**WHAT TO PRODUCE**
Among the entries below, find the lines with "CROSS" and copy them.

(Beginning of EXERCISE MATERIALS)

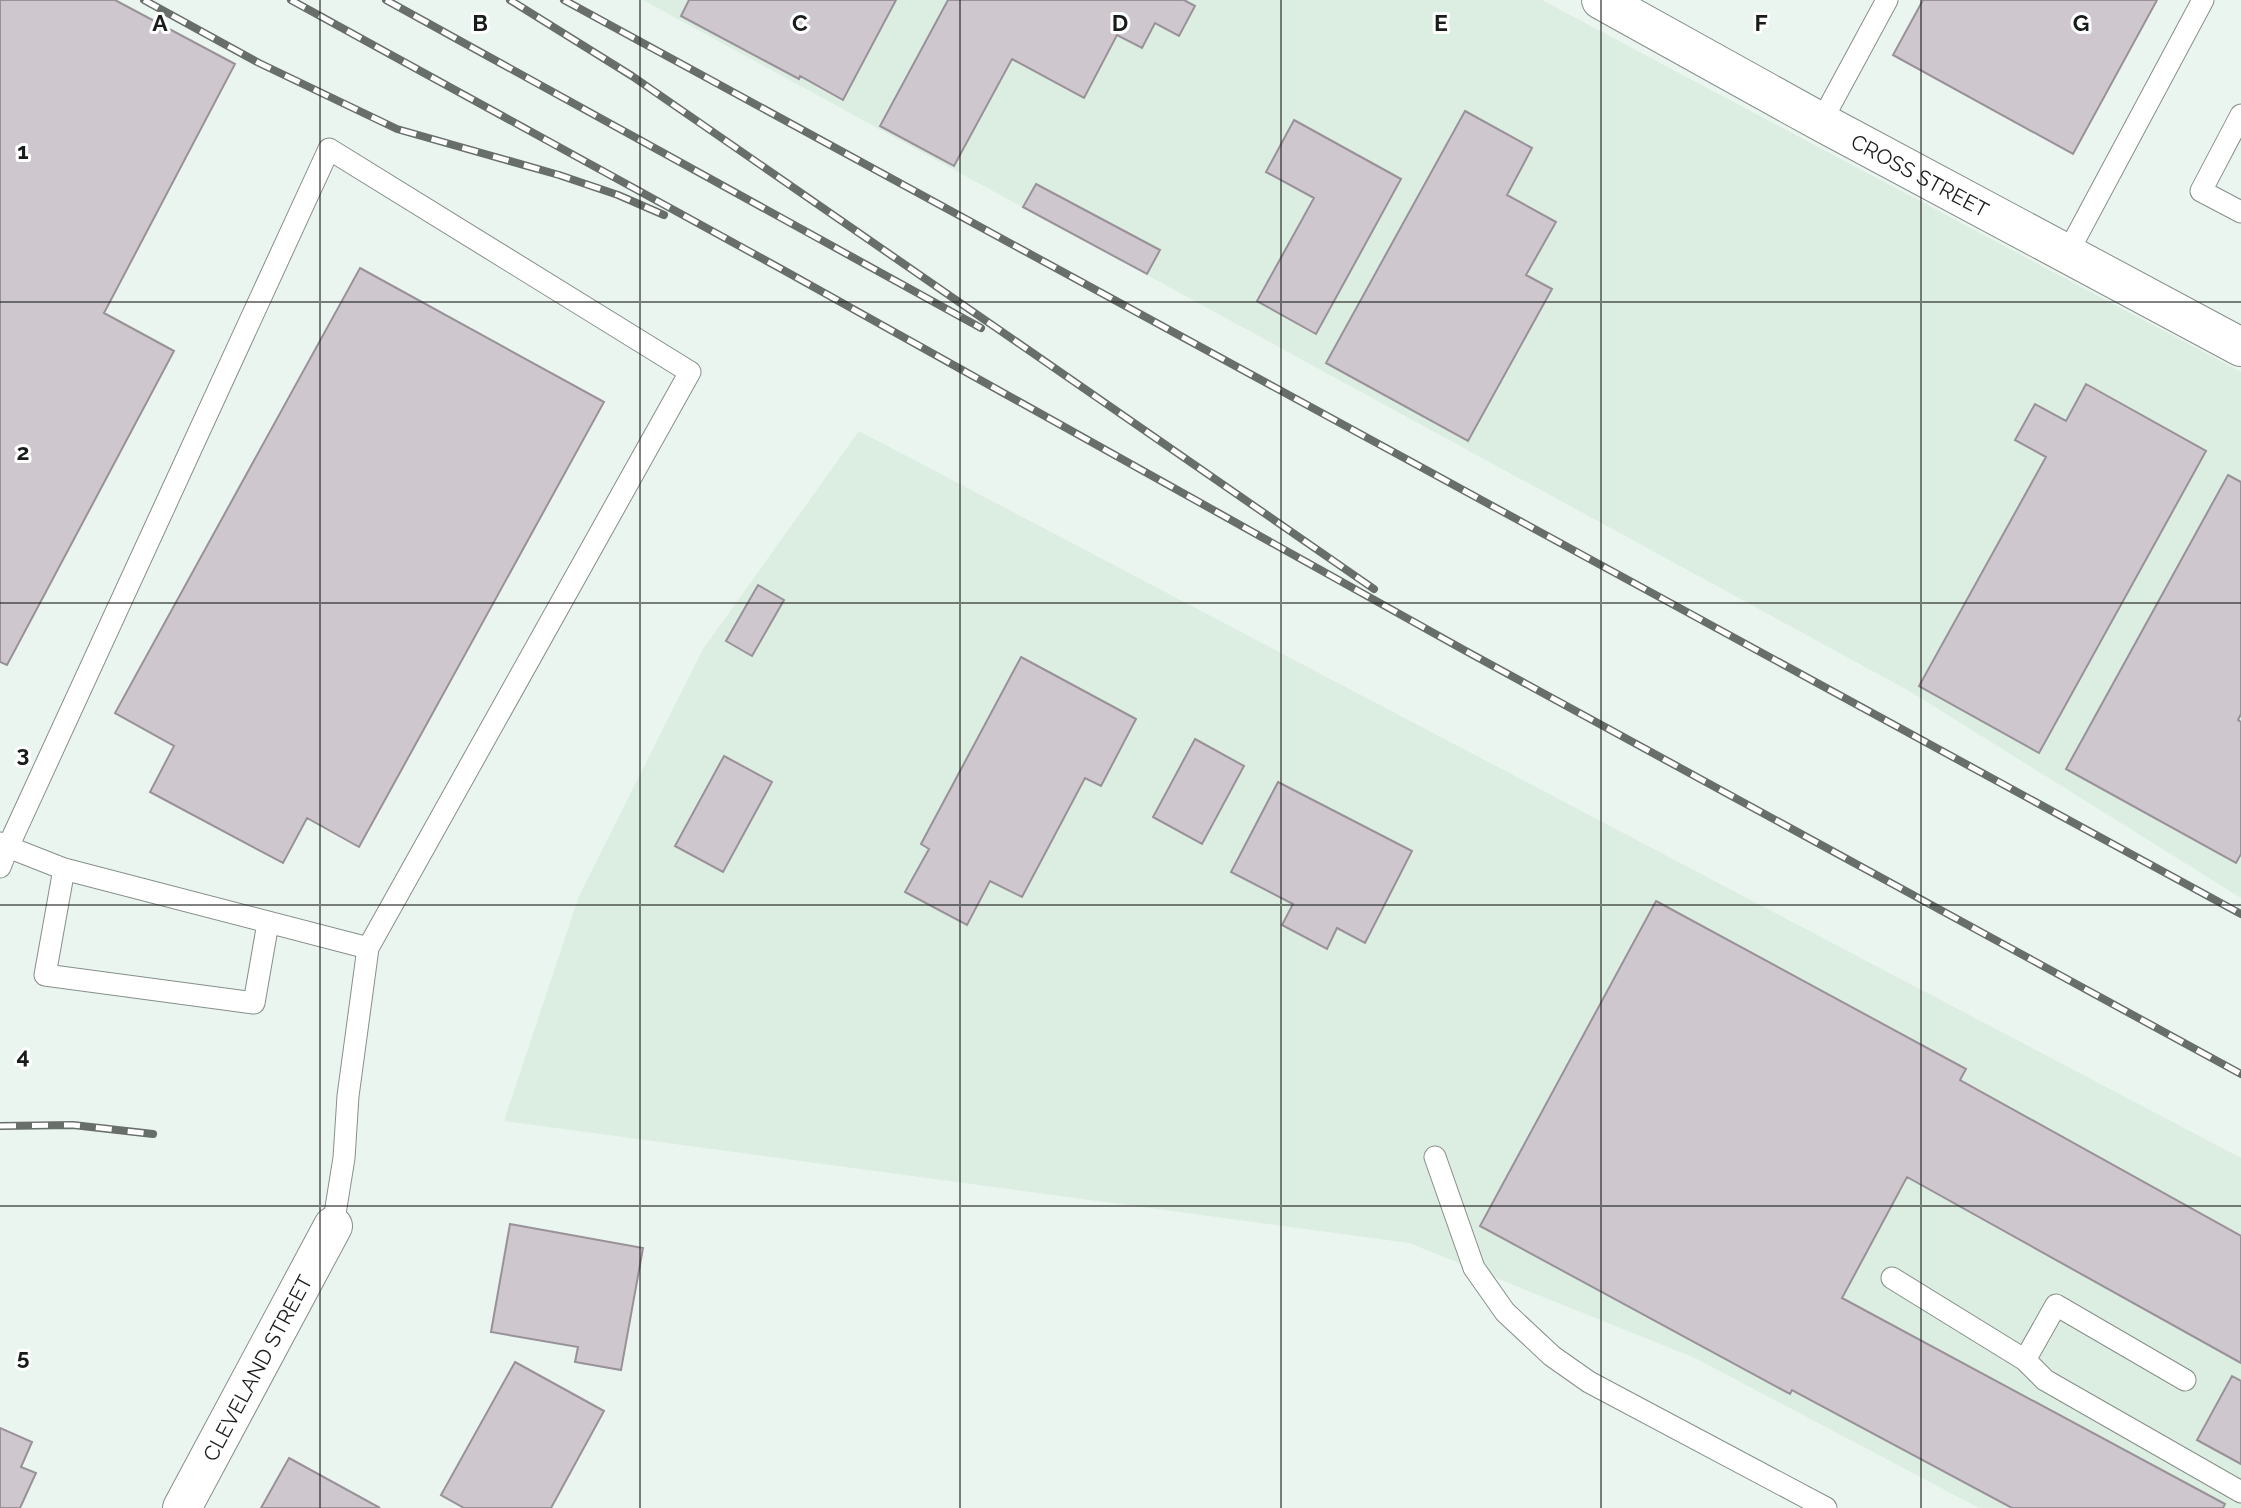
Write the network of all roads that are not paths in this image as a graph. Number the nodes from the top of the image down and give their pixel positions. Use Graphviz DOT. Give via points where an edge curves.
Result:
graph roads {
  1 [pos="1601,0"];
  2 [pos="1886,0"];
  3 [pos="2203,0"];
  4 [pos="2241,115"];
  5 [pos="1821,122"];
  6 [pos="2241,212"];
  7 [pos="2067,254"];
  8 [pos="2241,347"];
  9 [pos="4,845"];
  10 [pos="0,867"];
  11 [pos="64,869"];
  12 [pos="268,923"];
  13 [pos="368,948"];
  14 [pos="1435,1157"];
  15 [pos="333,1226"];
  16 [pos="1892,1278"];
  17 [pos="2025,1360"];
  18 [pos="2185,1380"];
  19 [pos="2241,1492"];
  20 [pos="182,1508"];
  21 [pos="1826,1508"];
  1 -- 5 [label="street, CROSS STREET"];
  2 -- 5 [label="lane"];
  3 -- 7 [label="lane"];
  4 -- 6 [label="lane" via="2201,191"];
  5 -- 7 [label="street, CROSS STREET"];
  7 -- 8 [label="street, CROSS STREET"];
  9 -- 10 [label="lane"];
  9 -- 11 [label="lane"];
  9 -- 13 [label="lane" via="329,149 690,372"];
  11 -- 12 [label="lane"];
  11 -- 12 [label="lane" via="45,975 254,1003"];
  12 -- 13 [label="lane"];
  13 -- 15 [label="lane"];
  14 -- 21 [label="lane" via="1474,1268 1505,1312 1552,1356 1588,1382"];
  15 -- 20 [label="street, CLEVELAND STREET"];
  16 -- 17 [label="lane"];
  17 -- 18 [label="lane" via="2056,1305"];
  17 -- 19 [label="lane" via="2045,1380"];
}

(End of EXERCISE MATERIALS)

**SOLUTION**
  1 -- 5 [label="street, CROSS STREET"];
  5 -- 7 [label="street, CROSS STREET"];
  7 -- 8 [label="street, CROSS STREET"];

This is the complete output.